RE: ERROR:: SSH failour for distributed node hadoop cluster

2012-10-25 Thread Kartashov, Andy
Yogesh,

Have you figured it out?  I had the same issue (needed passwordless ssh) and 
managed. Let me know if you are still stuck.

AK47

From: yogesh.kuma...@wipro.com [mailto:yogesh.kuma...@wipro.com]
Sent: Thursday, October 25, 2012 4:28 AM
To: user@hadoop.apache.org
Subject: ERROR:: SSH failour for distributed node hadoop cluster
Importance: High

Hi all,

I am trying to run the command

ssh Master

it runs and shows after entering password.
Password: abc
Last login: Thu Oct 25 13:51:06 2012 from master

But ssh for Slave through error.



ssh Slave

it asks for password ans denie

Password: abc
Password: abc
Password: abc
Permission denied (publickey,keyboard-interactive).

Please suggest.
Thanks  regards
Yogesh Kumar

Please do not print this email unless it is absolutely necessary.

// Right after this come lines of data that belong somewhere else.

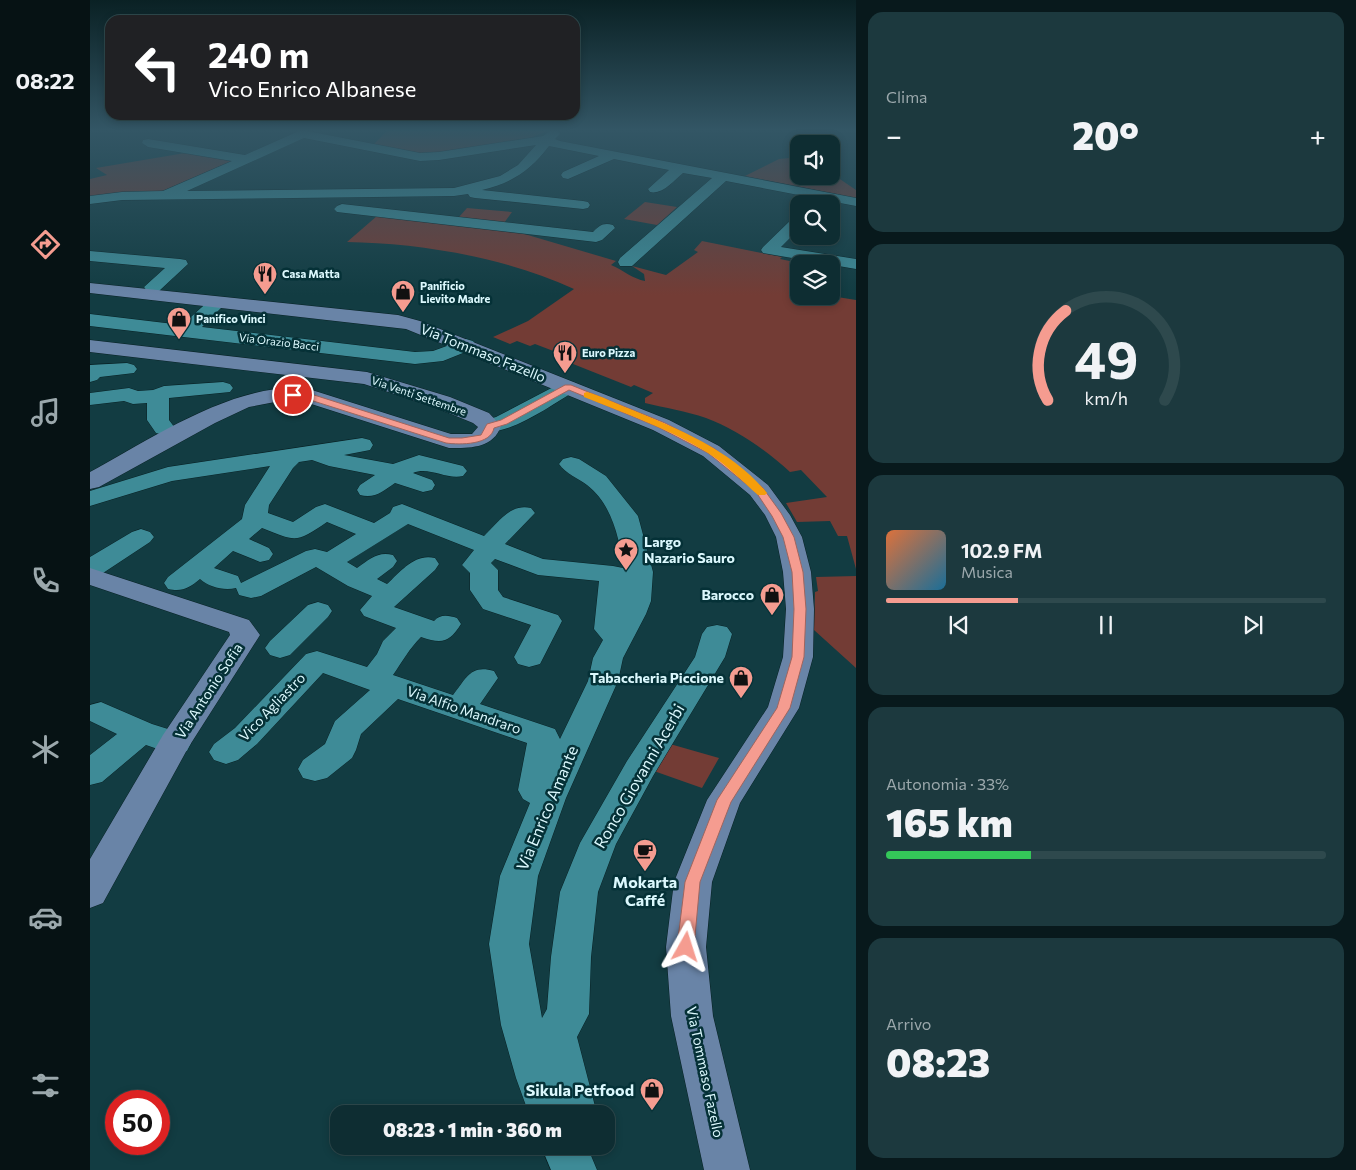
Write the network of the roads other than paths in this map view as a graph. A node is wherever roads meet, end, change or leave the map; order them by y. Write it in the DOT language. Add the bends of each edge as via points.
graph roads {
  1 [pos="187,186"];
  2 [pos="482,186"];
  3 [pos="658,186"];
  4 [pos="712,186"];
  5 [pos="762,186"];
  6 [pos="655,188"];
  7 [pos="454,192"];
  8 [pos="273,194"];
  9 [pos="166,195"];
  10 [pos="800,195"];
  11 [pos="90,200"];
  12 [pos="840,201"];
  13 [pos="856,202"];
  14 [pos="583,205"];
  15 [pos="607,228"];
  16 [pos="790,229"];
  17 [pos="90,256"];
  18 [pos="626,262"];
  19 [pos="856,264"];
  20 [pos="153,287"];
  21 [pos="90,288"];
  22 [pos="218,302"];
  23 [pos="90,320"];
  24 [pos="187,331"];
  25 [pos="466,345"];
  26 [pos="90,346"];
  27 [pos="127,369"];
  28 [pos="90,376"];
  29 [pos="568,387"];
  30 [pos="223,388"];
  31 [pos="157,390"];
  32 [pos="90,399"];
  33 [pos="490,426"];
  34 [pos="164,428"];
  35 [pos="362,445"];
  36 [pos="303,455"];
  37 [pos="571,464"];
  38 [pos="455,471"];
  39 [pos="393,473"];
  40 [pos="90,482"];
  41 [pos="422,485"];
  42 [pos="90,499"];
  43 [pos="402,510"];
  44 [pos="522,514"];
  45 [pos="255,520"];
  46 [pos="376,533"];
  47 [pos="142,537"];
  48 [pos="230,540"];
  49 [pos="490,547"];
  50 [pos="260,554"];
  51 [pos="384,561"];
  52 [pos="328,563"];
  53 [pos="426,564"];
  54 [pos="90,569"];
  55 [pos="90,576"];
  56 [pos="230,582"];
  57 [pos="178,583"];
  58 [pos="374,589"];
  59 [pos="318,611"];
  60 [pos="447,624"];
  61 [pos="416,625"];
  62 [pos="717,634"];
  63 [pos="619,639"];
  64 [pos="280,648"];
  65 [pos="529,657"];
  66 [pos="317,661"];
  67 [pos="483,678"];
  68 [pos="383,683"];
  69 [pos="459,708"];
  70 [pos="101,713"];
  71 [pos="141,732"];
  72 [pos="176,743"];
  73 [pos="226,752"];
  74 [pos="315,770"];
  75 [pos="90,773"];
  76 [pos="549,798"];
  77 [pos="90,892"];
  78 [pos="548,1105"];
  79 [pos="573,1105"];
  80 [pos="568,1155"];
  81 [pos="574,1170"];
  82 [pos="726,1170"];
  1 -- 9 [label="street"];
  2 -- 7 [label="street"];
  3 -- 6 [label="street"];
  4 -- 18 [label="street"];
  5 -- 10 [label="street"];
  7 -- 8 [label="street"];
  7 -- 14 [label="street"];
  8 -- 9 [label="street"];
  8 -- 15 [label="street" via="280,200 315,206 596,237"];
  9 -- 11 [label="street"];
  12 -- 13 [label="street"];
  16 -- 19 [label="street" via="769,250"];
  17 -- 20 [label="street" via="180,264"];
  21 -- 22 [label="main road, Via Tommaso Fazello"];
  22 -- 24 [label="street"];
  22 -- 25 [label="main road, Via Tommaso Fazello" via="398,321"];
  23 -- 24 [label="street, Via Orazio Bacci"];
  24 -- 25 [label="street, Via Orazio Bacci" via="415,358 436,357"];
  25 -- 29 [label="main road, Via Tommaso Fazello"];
  26 -- 33 [label="main road, Via Venti Settembre" via="367,378 442,402 481,418"];
  27 -- 28 [label="street" via="92,371"];
  29 -- 33 [label="street" via="504,422"];
  29 -- 82 [label="main road, Via Tommaso Fazello" via="661,425 711,451 738,472 759,490 777,515 789,537 797,572 800,609 798,657 783,708 724,800 692,882 686,947 692,1016"];
  30 -- 31 [label="street"];
  31 -- 32 [label="street" via="133,398 129,394"];
  31 -- 34 [label="street" via="158,420"];
  33 -- 40 [label="main road" via="484,437 449,441 308,396 268,397 242,402 207,418"];
  35 -- 36 [label="street"];
  36 -- 39 [label="street"];
  36 -- 42 [label="street" via="168,474"];
  36 -- 45 [label="street" via="283,464 256,505"];
  37 -- 63 [label="street, Via Enrico Amante" via="597,481 625,516 639,572 637,600"];
  38 -- 39 [label="street" via="420,462"];
  39 -- 41 [label="street"];
  39 -- 43 [label="street" via="369,490"];
  43 -- 46 [label="street"];
  43 -- 49 [label="street"];
  44 -- 49 [label="street"];
  45 -- 46 [label="street" via="264,520 295,532 324,512"];
  45 -- 48 [label="street"];
  46 -- 52 [label="street"];
  47 -- 54 [label="street"];
  48 -- 50 [label="street"];
  48 -- 57 [label="street"];
  49 -- 63 [label="street" via="538,567 613,574 608,629"];
  49 -- 65 [label="street" via="475,565 484,570 484,590 493,602 548,621"];
  51 -- 58 [label="street"];
  52 -- 56 [label="street" via="314,557 251,590"];
  52 -- 58 [label="street"];
  53 -- 58 [label="street"];
  55 -- 72 [label="main road, Via Antonio Sofia" via="239,626 244,636"];
  58 -- 61 [label="street" via="374,610"];
  59 -- 64 [label="street"];
  60 -- 61 [label="street" via="439,633"];
  61 -- 68 [label="street" via="393,648"];
  62 -- 79 [label="street, Ronco Giovanni Acerbi" via="710,657 639,770 598,843 579,892 568,1014 555,1034"];
  63 -- 76 [label="street, Via Enrico Amante"];
  66 -- 68 [label="street, Via Alfio Mandraro"];
  66 -- 73 [label="street, Vico Agliastro" via="246,736"];
  67 -- 69 [label="street"];
  68 -- 69 [label="street, Via Alfio Mandraro"];
  68 -- 74 [label="street" via="346,729 340,750"];
  69 -- 76 [label="street, Via Alfio Mandraro" via="544,737 535,790"];
  70 -- 71 [label="street"];
  71 -- 72 [label="street"];
  71 -- 75 [label="street"];
  72 -- 77 [label="main road, Via Antonio Sofia"];
  76 -- 78 [label="street, Via Enrico Amante" via="519,876 509,944 522,1025"];
  80 -- 81 [label="street"];
}
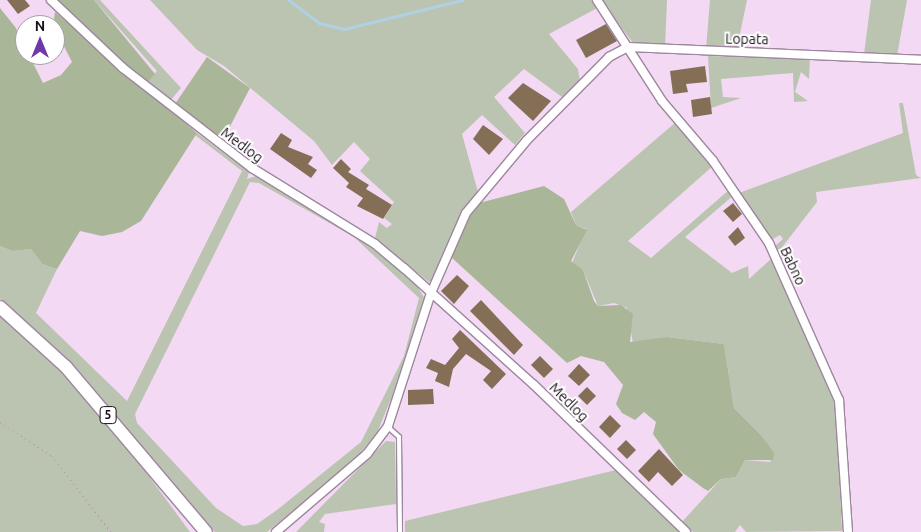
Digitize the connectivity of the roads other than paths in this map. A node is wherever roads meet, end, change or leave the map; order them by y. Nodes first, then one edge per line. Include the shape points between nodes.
1 (51, 0) edge
2 (597, 0) edge
3 (628, 47) junction
4 (921, 60) edge
5 (431, 293) junction
6 (0, 307) edge
7 (388, 426) junction
8 (206, 532) edge
9 (276, 532) edge
10 (400, 532) edge
11 (686, 532) edge
12 (848, 532) edge

1 - 5 street, Medlog via 170,106 277,185 375,244
2 - 3 street
3 - 4 street, Lopata
3 - 5 street via 609,57 588,77 478,197 466,213
3 - 12 street, Babno via 662,101 713,161 768,243 830,378 842,427
5 - 7 street
5 - 11 street, Medlog via 534,385
6 - 8 main road, 5 via 66,367
7 - 9 street via 367,454
7 - 10 lane via 399,437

The information contained in this electronic message and any attachments to 
this message are intended for the exclusive use of the addressee(s) and may 
contain proprietary, confidential or privileged information. If you are not the 
intended recipient, you should not disseminate, distribute or copy this e-mail. 
Please notify the sender immediately and destroy all copies of this message and 
any attachments.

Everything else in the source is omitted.